Stones crunch under my feet as I step off the main road onto the track that jackknifes into the bog. The land is flat. And the wind has swept the clouds from the sky so that the horizon is a clear blue. It comes to rest on the distant hills, unblemished by clouds or pollution. I stop, take a picture, listen to the wind. The heather shivers at its touch. But otherwise everything is still. The commuters are at work so there is nothing to disturb this place – the hinterland between Ireland’s coasts. A place that lies unseen on either side of the motorway from Galway to Dublin.

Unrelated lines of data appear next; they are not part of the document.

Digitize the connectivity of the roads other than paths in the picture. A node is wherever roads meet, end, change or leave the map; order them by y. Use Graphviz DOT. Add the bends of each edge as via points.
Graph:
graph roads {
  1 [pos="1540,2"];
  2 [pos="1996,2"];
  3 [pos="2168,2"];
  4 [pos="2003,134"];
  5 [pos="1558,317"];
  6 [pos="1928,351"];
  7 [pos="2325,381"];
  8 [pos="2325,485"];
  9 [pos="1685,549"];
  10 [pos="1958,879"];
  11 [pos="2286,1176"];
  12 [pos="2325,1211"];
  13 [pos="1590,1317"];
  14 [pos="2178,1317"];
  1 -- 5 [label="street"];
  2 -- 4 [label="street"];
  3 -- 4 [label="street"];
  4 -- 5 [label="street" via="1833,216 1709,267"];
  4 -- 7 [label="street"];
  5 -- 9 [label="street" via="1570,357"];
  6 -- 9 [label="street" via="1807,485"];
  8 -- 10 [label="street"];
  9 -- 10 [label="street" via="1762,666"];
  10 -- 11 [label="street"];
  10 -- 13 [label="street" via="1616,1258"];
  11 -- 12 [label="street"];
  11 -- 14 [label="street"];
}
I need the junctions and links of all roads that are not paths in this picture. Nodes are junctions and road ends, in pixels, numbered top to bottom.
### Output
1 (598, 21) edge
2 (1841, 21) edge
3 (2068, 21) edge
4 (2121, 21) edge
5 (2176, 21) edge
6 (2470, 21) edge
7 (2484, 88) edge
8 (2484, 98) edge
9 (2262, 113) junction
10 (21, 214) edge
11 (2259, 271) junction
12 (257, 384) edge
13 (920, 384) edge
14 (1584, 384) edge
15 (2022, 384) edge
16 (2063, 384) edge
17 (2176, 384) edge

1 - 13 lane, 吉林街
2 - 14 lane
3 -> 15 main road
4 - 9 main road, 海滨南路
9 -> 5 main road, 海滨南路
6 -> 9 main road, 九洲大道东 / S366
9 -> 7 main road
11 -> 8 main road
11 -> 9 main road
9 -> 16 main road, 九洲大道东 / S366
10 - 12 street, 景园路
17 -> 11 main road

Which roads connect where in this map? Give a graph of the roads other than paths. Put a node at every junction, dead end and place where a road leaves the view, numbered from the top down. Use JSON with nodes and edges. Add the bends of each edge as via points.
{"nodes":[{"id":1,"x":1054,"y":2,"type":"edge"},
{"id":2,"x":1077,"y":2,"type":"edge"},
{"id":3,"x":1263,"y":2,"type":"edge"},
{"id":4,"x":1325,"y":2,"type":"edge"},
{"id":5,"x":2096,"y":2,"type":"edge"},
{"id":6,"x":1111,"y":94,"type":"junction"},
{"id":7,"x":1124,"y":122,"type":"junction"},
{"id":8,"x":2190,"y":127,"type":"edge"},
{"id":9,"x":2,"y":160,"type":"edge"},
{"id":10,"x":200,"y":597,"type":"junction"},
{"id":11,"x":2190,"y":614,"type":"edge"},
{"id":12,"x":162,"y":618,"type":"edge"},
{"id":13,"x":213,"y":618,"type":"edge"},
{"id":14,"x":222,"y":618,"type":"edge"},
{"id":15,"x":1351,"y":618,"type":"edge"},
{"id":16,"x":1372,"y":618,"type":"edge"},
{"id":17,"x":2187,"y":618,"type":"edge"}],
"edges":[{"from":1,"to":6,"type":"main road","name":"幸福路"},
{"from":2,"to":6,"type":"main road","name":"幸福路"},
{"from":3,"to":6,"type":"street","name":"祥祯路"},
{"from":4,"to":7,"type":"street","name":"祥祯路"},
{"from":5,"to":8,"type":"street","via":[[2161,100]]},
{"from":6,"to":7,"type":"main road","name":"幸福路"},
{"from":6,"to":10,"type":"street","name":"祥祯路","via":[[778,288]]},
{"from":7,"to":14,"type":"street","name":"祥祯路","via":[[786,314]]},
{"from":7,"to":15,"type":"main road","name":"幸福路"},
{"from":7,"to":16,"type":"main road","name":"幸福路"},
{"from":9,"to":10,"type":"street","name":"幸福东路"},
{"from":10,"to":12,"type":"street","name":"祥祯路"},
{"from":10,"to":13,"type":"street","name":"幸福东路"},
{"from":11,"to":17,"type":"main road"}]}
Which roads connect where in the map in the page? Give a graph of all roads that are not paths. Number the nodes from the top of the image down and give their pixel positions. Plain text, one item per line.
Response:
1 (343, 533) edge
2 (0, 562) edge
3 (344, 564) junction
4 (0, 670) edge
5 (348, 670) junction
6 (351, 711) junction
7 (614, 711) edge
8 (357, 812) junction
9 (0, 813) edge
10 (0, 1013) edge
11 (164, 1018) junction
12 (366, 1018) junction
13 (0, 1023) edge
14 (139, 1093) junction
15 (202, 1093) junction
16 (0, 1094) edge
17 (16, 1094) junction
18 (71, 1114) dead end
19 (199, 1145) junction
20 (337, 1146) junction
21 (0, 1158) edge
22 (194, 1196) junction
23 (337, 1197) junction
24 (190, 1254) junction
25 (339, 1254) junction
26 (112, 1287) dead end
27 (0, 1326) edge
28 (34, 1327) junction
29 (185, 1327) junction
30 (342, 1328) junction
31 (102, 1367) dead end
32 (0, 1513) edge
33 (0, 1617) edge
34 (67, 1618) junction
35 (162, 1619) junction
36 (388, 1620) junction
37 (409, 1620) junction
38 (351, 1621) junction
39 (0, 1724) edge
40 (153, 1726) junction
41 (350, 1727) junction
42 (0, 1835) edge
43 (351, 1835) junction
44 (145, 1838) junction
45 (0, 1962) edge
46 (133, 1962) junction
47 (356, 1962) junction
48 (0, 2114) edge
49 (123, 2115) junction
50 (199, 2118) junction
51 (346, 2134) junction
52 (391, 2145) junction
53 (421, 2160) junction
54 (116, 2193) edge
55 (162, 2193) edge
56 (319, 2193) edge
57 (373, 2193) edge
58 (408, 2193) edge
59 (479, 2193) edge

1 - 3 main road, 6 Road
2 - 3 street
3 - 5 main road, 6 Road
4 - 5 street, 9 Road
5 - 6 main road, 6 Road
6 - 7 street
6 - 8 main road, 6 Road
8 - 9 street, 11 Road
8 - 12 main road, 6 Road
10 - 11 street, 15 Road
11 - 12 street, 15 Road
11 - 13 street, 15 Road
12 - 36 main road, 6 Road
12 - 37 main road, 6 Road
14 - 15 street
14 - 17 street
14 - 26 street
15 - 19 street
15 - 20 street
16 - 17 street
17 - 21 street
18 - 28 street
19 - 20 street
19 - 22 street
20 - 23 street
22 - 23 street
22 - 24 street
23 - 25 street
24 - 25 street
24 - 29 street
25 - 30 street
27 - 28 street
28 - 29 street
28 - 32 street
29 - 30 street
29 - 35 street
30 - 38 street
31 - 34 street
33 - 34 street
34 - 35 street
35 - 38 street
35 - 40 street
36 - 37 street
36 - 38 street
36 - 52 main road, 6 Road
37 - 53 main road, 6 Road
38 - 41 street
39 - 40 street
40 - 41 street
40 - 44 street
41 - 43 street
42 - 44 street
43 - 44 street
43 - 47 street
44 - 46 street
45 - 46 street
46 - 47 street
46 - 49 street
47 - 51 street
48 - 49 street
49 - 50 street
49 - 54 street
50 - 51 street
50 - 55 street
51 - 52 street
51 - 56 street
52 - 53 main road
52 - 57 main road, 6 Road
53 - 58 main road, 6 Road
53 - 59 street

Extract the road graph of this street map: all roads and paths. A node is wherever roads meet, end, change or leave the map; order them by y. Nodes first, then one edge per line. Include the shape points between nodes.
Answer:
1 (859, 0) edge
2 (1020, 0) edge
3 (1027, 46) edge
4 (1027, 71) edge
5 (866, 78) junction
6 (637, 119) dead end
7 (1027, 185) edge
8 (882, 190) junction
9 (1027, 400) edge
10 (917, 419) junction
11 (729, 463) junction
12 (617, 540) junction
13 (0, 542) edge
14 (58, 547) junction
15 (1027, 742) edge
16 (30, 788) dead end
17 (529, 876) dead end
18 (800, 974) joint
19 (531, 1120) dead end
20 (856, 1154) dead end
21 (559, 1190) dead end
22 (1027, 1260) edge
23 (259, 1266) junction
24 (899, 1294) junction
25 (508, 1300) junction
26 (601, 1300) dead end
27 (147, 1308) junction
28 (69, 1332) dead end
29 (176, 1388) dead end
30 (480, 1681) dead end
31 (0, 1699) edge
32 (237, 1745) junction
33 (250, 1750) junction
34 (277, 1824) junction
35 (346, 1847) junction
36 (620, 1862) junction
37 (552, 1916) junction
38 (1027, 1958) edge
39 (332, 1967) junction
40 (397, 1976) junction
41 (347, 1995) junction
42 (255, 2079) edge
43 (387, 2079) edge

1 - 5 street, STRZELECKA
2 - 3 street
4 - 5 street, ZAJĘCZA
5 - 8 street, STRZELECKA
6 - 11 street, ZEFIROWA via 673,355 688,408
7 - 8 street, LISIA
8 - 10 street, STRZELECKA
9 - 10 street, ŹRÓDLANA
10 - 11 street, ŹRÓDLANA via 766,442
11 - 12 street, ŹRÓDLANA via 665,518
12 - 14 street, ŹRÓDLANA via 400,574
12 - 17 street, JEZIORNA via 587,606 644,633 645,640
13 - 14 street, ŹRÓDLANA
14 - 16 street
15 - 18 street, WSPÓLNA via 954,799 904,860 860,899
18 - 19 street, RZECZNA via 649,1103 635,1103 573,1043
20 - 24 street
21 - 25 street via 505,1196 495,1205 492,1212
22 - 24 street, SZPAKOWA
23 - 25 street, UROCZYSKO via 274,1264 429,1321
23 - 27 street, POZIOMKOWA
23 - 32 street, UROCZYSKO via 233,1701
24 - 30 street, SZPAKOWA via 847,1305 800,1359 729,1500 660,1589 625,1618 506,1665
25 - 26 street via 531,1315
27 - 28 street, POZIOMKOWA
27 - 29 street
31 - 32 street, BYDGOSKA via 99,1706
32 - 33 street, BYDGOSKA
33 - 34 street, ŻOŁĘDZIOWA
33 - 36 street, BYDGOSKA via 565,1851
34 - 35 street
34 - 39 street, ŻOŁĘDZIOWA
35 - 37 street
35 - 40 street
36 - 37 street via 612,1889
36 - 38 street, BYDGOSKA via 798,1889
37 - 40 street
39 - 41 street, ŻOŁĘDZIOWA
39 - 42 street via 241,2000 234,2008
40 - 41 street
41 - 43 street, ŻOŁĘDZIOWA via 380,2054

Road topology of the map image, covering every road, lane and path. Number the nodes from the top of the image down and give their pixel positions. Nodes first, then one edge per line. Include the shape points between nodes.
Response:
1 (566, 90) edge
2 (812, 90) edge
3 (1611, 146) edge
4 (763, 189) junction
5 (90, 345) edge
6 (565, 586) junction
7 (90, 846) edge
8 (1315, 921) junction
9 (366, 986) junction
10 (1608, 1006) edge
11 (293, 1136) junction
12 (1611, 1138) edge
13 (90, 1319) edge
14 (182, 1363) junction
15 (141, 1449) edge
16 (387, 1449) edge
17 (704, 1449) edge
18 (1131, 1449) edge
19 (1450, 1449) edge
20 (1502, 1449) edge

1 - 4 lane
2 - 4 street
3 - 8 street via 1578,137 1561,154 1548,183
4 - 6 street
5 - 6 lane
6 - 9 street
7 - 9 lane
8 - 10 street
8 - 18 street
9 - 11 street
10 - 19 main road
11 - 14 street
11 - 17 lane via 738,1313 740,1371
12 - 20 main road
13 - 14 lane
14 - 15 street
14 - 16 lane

I leave the main road behind as I turn a bend in the track. Across the bog there are houses, each standing far apart from the next. Between them lies Ireland’s patchwork of farmland. Irregular shapes divided by the stone walls that the Americans love.
Once those fields would have been owned by landlords. And the people who worked and lived on it had no claim to it. A few miles away, past the next village up, there is a memorial to the 4,000 people evicted from their homes by the Gerrard family. In a report in 1846’s Freeman’s Journal – a year into the Great Famine – a local man calls Mrs Gerrard “the greatest exterminator of tenantry in this country.” And says she has turned the land “into bullock pastures.” People were forced from their homes. And replaced with cattle.
I walk to the end of the track, where a sump has been dug out of the bog and filled with brown water, and I stop. The countryside stretches away from me for miles. Crisscrossed by the roads that join rural Ireland’s villages and dotted with houses. Many of them stand unfinished. They were started during the Boom and are only shells on the sites that cost fortunes. There’s a house up the Galway road that is empty and big enough to be a hotel. No one lives there. The drive is overgrown. Almost invisible in the grass that creeps up to the front door. Which looks out onto the road, a stab of red in the house’s unpainted front.
Ireland’s people were denied money and ownership rights by those same landlords that cast them out from their homes. So we lost our minds when the money came in after hundreds of years of being forbidden and unable to own anything. Out of nowhere our floors turned to marble and our sinks had gold taps. Our cars doubled in size, our cities started to encroach on the country, and we all became addicted to cappuccinos. None of these things are wrong. Modernity comes for us all. And we can embrace it or become hermits. But Ireland’s relationships with money and modernity are as toxic as deadly nightshade. We let them rule us. So that instead of building the country up, we tore it down. With the same tools that tiled those marble floors and put fuel in our cars.
When the money was taken away we were left wandering our sprawling houses, wondering what happened. As if we had woken up one morning and found the other side of the bed empty and cold. So the country came to a screaming halt. Projects were left unfinished, people without jobs, housing estates rotting and vandalised. We are building the country back up again – brick by brick. But if the money were to reappear in our pockets, history would repeat itself. For ownership is ingrained in Ireland’s consciousness.
We are fixed on the idea of possessing. Just because we could not do so for hundreds of years. In Ireland possession is a sign of status – that you are a somebody in this world. When your stuff spills out the doors of your house and you can take up two parking spaces with one Land Rover, you know that you have made it. “I own therefore I am,” is our philosophy. And we adhere to it as faithfully as the prayers that we were taught in school.
The wind cuts through my coat and I thrust my hands into my pockets. I turn around and head back the way I came. Away from the bog and the panoramic view and back to the main road that is starting to come alive as evening closes in. And the people return to their houses.